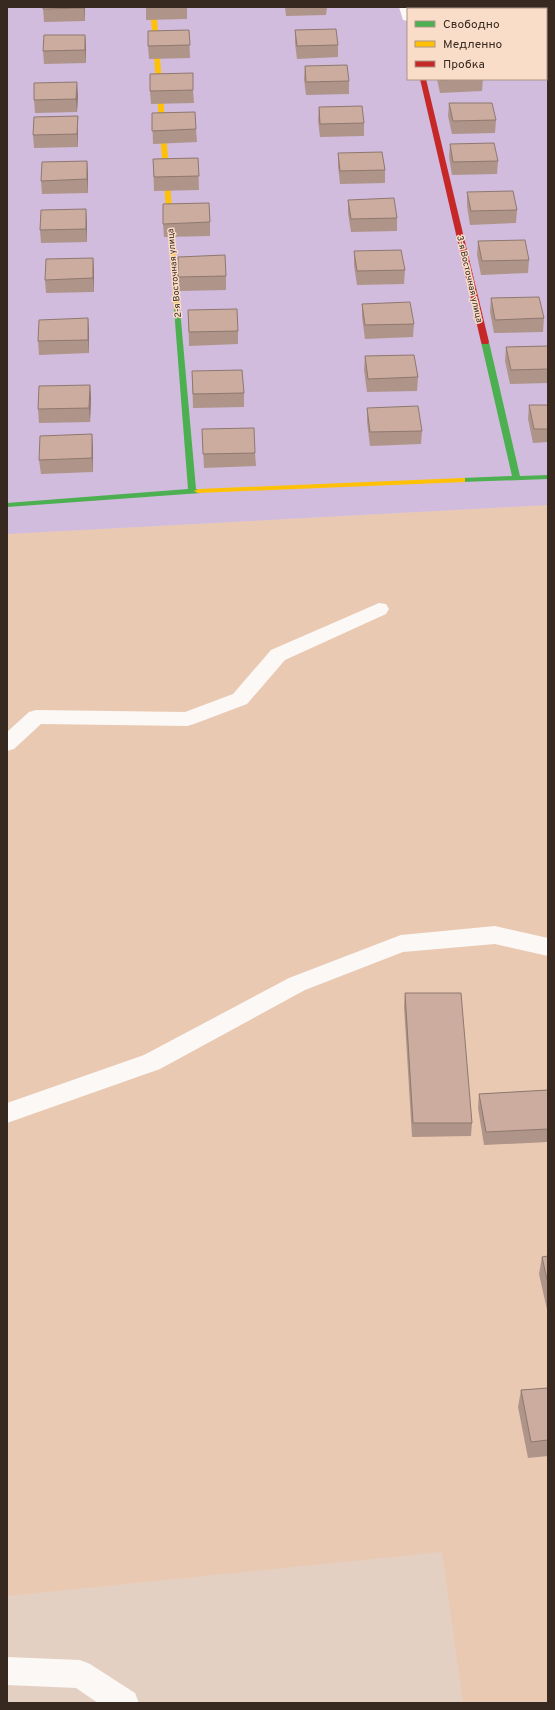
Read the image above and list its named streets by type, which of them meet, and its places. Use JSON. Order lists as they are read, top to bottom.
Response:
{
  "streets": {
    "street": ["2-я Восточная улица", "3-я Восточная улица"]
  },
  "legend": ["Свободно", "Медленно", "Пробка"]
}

▸ TASK DESCRIPTION:
The answer must repeat every record exactly, with all pictures left out.

▸ ANSWER AREA:
Read the image above and list its named streets by type, which of them meet, and its places. Use JSON. Order lists as they are read, top to bottom.
Response:
{
  "streets": {
    "street": ["2-я Восточная улица", "3-я Восточная улица"]
  },
  "legend": ["Свободно", "Медленно", "Пробка"]
}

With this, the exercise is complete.